=== ENTRIES SHOWN ===

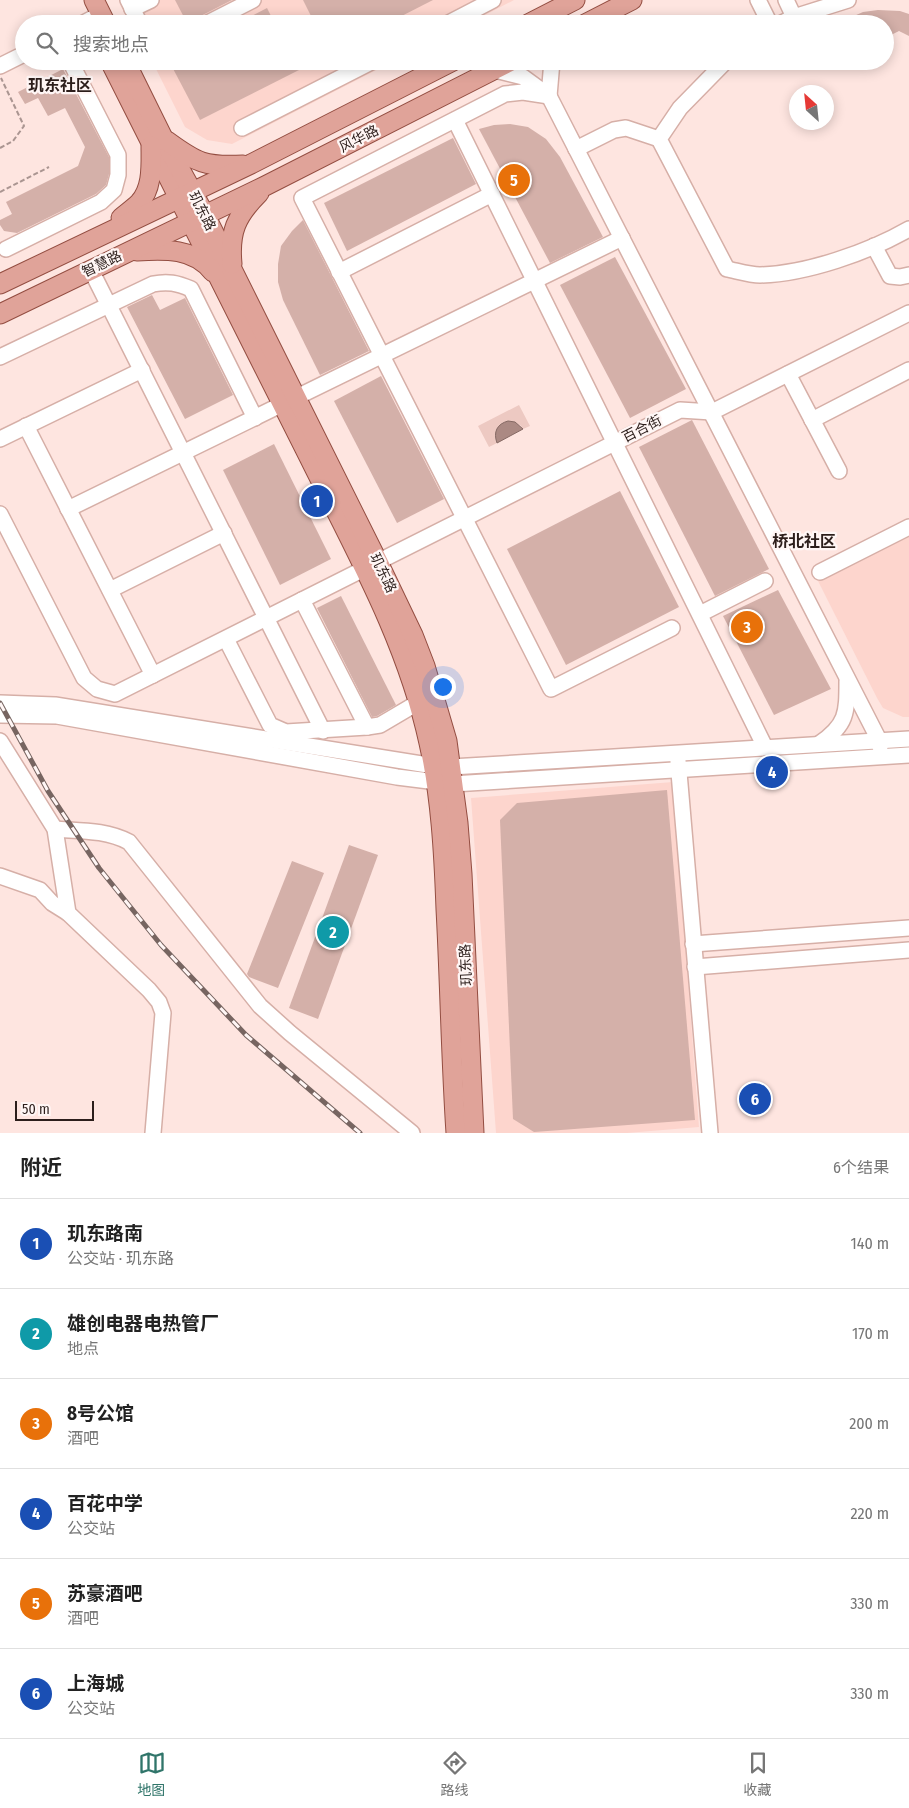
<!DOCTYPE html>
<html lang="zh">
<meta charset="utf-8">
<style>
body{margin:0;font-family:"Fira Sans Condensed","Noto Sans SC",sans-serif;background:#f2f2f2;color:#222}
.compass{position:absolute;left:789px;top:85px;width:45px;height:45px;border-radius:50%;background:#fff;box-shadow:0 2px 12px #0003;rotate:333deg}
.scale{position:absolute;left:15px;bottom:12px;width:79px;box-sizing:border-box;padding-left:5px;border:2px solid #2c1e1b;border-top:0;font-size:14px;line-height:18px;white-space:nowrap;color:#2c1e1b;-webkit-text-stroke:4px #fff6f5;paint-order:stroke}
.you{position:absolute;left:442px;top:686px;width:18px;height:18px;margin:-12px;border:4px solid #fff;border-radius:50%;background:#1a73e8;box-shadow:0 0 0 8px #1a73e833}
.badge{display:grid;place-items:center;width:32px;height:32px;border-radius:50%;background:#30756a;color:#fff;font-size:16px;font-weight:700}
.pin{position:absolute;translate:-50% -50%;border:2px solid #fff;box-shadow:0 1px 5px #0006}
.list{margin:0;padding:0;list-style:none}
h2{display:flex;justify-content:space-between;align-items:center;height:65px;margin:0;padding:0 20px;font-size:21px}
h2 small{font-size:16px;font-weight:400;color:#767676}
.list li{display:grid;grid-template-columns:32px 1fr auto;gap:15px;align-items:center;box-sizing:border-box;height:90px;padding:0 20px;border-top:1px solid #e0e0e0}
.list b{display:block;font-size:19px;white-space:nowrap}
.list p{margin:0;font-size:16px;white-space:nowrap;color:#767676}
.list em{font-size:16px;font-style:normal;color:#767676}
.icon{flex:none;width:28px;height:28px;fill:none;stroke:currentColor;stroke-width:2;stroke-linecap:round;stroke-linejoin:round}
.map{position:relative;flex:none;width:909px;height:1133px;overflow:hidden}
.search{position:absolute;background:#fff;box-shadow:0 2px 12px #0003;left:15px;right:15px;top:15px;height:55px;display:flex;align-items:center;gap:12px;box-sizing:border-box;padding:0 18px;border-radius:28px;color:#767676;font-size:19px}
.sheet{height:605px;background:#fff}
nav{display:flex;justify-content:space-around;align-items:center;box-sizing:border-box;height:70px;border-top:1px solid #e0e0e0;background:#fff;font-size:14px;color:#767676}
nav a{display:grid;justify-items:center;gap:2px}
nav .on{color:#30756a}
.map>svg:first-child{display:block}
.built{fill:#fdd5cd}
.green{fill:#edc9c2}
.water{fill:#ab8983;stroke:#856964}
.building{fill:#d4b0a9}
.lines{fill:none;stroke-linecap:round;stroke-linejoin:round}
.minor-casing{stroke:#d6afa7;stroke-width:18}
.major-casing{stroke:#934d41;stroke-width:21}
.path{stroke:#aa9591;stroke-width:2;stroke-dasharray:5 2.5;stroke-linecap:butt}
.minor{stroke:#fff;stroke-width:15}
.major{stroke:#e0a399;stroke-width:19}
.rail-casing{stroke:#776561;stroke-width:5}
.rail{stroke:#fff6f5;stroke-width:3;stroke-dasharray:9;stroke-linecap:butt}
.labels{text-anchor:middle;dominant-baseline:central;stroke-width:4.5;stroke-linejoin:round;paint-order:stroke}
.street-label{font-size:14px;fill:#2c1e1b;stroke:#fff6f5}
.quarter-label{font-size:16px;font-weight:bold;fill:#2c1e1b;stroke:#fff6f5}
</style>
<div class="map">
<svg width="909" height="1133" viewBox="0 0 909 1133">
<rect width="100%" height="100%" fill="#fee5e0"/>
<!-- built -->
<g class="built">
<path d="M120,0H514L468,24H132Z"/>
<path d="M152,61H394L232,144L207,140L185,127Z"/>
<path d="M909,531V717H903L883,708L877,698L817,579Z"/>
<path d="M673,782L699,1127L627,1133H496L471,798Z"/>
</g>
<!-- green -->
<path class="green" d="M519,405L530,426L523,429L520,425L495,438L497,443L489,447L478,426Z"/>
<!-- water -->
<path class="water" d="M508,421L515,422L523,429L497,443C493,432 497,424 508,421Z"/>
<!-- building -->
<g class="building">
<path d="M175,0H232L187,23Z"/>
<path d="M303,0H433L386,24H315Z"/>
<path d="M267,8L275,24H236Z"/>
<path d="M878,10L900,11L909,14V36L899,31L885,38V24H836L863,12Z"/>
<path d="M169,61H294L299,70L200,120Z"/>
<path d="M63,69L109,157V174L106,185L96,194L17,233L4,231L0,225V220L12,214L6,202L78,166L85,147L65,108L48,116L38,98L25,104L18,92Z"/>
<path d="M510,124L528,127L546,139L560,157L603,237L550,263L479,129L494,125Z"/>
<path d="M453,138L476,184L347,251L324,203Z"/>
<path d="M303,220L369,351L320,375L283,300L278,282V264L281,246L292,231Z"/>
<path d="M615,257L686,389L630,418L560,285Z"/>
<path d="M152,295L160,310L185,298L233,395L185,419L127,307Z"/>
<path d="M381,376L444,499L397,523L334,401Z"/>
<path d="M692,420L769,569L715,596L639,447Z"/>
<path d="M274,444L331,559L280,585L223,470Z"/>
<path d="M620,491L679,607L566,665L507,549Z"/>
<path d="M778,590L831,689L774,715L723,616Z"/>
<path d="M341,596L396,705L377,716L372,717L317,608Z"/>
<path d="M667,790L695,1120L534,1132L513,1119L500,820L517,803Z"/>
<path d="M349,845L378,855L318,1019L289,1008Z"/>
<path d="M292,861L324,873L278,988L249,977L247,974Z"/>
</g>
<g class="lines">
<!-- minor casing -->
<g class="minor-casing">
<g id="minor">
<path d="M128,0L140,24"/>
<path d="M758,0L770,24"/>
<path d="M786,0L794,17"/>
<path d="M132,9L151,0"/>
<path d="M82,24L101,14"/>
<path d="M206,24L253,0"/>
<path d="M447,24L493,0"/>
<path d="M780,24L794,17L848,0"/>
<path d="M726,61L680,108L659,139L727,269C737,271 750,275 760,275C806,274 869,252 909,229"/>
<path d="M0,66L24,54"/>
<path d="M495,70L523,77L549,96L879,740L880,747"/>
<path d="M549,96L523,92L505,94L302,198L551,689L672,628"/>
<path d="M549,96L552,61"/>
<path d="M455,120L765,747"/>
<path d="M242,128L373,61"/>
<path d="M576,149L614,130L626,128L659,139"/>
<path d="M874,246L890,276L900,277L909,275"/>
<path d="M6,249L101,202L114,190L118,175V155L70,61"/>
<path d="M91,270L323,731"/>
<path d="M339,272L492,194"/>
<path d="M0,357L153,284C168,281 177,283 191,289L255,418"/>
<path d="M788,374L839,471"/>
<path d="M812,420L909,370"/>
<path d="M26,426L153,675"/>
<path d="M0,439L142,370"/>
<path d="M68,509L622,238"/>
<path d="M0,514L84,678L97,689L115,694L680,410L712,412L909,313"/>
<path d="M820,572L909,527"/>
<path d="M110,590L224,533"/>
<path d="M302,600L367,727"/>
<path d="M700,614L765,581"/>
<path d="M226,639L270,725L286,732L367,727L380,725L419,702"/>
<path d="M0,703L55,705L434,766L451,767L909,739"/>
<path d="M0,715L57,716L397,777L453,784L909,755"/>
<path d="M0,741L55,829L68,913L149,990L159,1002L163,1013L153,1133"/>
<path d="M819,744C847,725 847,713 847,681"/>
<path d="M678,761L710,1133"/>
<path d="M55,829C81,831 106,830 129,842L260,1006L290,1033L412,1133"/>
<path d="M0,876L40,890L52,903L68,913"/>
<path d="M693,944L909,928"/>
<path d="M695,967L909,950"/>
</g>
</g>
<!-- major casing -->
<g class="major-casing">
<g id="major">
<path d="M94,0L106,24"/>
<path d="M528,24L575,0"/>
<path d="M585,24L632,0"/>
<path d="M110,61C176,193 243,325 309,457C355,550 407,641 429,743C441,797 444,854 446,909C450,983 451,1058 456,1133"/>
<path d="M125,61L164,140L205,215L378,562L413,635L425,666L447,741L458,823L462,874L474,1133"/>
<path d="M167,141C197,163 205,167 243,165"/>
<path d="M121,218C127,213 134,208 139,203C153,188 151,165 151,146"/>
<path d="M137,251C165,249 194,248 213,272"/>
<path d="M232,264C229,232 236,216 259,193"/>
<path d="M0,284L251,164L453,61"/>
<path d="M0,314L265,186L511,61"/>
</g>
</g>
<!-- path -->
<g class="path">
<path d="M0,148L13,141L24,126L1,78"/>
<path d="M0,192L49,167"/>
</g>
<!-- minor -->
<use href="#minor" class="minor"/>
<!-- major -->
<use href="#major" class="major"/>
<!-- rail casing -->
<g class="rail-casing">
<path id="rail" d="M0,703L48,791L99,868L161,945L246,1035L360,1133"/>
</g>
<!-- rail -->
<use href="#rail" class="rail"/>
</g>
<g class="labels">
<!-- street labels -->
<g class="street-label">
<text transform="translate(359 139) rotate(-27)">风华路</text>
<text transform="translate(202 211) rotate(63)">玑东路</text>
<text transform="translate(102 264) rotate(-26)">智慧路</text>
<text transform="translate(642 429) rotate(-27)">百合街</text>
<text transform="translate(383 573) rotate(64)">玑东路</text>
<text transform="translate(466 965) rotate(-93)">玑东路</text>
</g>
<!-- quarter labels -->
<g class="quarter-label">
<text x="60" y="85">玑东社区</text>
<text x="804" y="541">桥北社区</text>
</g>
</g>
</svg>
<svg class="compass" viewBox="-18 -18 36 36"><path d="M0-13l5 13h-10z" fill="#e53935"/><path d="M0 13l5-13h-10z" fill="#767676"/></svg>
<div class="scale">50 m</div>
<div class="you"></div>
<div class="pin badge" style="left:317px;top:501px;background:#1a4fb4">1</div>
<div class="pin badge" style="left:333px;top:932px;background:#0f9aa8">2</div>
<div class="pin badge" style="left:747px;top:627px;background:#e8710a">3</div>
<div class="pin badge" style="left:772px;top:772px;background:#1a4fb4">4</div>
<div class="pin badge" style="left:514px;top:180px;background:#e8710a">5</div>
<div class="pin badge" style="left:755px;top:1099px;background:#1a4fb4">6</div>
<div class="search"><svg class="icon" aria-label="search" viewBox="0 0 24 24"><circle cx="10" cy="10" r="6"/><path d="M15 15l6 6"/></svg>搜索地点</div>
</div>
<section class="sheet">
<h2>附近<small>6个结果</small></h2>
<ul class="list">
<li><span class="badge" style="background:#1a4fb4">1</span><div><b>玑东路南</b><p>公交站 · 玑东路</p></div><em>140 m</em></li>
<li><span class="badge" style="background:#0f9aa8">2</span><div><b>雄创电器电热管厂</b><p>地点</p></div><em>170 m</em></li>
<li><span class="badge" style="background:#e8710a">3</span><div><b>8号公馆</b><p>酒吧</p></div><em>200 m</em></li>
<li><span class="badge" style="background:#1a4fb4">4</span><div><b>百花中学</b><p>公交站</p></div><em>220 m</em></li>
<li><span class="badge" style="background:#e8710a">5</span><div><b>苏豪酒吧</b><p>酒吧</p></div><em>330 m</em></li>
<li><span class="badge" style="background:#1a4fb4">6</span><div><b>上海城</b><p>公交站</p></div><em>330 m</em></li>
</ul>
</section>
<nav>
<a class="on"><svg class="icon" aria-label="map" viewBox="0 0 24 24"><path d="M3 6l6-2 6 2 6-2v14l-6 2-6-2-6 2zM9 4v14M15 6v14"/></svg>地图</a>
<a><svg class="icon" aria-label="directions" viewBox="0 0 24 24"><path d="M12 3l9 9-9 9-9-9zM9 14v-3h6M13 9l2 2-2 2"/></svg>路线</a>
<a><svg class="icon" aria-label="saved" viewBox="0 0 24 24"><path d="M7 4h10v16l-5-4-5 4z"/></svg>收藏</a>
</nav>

===

### EXERCISE DESCRIPTION
The answer must be every line of the listing that holds the word "dasharray".

### EXERCISE OUTPUT
.path{stroke:#aa9591;stroke-width:2;stroke-dasharray:5 2.5;stroke-linecap:butt}
.rail{stroke:#fff6f5;stroke-width:3;stroke-dasharray:9;stroke-linecap:butt}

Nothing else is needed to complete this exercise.